The Fed hasn’t said it would raise short-term rates when unemployment hits 6.5%. In fact, it said otherwise. In its December statement—in language new Fed Chairwoman Janet Yellen is likely to reiterate in her testimony Tuesday and Thursday—the Fed’s policymaking Federal Open Market Committee said it expects short-term rates to be very low “well past the time that the unemployment rate declines below 6-1/2 percent,” especially if projected inflation continues to run below the Committee’s 2 % longer-run goal.
How long is “well past the time?” Somewhere between six months and a year. At his December press conference, then-Chairman Ben Bernanke noted that published forecasts of Fed policymakers show most expected unemployment to hit 6.5% by the end of 2014, but didn’t expect to short-term rates to rise until the end of 2015. He described 6.5% unemployment as “the point at which we would begin to look at a more broad set of labor market indicators… such as hiring, quits, vacancies, long-term employment, wages, etc.”
(That may sound complicated, but it’s a whole heck of a lot simpler than the Bank of England’s forward guidance—which the Bank of England is expected to tweak Wednesday.)
The ultimate test of the Fed’s monetary policy is how close it comes to meeting its mandate of price stability and maximum sustainable employment. Right now, it’s falling short on both.
In the meantime, one way to see if forward guidance is working is to look at what financial markets expect the Fed to do; after all, this tool only works if markets believe the Fed.
For a time, markets were skeptical. As John Williams, president of the San Francisco Federal Reserve Bank, recalled recently: From 2009 to mid-2011, markets expected the Fed would move swiftly to raise rates “despite the efforts of many on the FOMC to communicate the severity of the downturn and the result need for highly accommodative monetary policy for quite some time.”
Last spring, Mr. Bernanke began talking about reducing the scale of the Fed’s bond-buying. The markets saw that as a move towards tightening credit and raising rates, although that wasn’t Mr. Bernanke’s intent. So he and others at the Fed spent a few months reinforcing its message that it wasn’t rushing to raise rates.
This time, the markets got it.
How do we know? Look at the chart with this column, which Jon Hilsenrath has posted previously. It tracks the trading in the federal funds futures market where people put money on their bets on what the Fed will do when. The fed funds rate (the Fed’s key short-term rate) is now about 0.06%, as close to zero as practical. The chart shows what markets anticipated that rate to be in June 2015 at various points in time.
When the Fed began talking about tapering last spring, markets began betting that the Fed would be raising rates well before June 2015. By August 2013, markets were expecting Fed funds to be approaching 1.0% by June 2015—not what most Fed officials anticipated.
Today, the markets expect the fed funds to hit 0.2% by June 2015. That is very close to what Fed policymakers’ published forecasts show.

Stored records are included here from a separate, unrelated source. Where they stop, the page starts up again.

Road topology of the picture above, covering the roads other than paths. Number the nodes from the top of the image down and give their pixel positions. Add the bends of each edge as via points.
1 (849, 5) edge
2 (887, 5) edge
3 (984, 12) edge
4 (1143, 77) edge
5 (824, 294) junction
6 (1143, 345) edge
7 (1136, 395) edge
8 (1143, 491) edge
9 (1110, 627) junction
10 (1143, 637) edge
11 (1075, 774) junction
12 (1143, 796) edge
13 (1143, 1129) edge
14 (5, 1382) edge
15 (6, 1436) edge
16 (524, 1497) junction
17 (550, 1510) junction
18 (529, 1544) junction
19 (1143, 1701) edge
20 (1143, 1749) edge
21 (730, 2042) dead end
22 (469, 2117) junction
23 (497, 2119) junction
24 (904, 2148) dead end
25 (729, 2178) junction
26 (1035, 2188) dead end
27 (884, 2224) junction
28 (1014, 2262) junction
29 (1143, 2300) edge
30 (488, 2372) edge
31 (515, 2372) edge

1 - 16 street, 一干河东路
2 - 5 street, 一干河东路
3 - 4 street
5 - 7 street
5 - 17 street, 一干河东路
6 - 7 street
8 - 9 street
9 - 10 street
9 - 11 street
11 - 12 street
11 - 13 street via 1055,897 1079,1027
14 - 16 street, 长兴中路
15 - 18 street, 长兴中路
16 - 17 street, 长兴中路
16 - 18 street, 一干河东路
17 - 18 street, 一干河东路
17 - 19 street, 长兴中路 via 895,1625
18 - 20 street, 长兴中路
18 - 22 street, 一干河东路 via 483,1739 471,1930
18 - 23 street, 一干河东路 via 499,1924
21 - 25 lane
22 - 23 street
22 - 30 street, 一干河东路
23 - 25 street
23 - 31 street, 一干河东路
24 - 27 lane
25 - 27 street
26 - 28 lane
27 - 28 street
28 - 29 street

And that is happening at the very moment that the Fed is scaling back its bond buying.
“In some very broad sense, [forward guidance] has been effective,” says Lewis Alexander, chief U.S. economist at Nomura. “I think that the FOMC has been able to send the basic message that they will maintain very accommodative policy for a long time and that has supported the recovery in important ways. That’s really the most important way to judge the success of the effort.”
There are a lot of lingering questions about exactly how the Fed will read the job market—especially if the unemployment rate falls not because there’s a lot of hiring, but because a lot of people stop looking for work. It’s hard to know what the Fed will do if the outlook for the economy worsens or improves significantly—or if inflation materializes before the job market returns to health.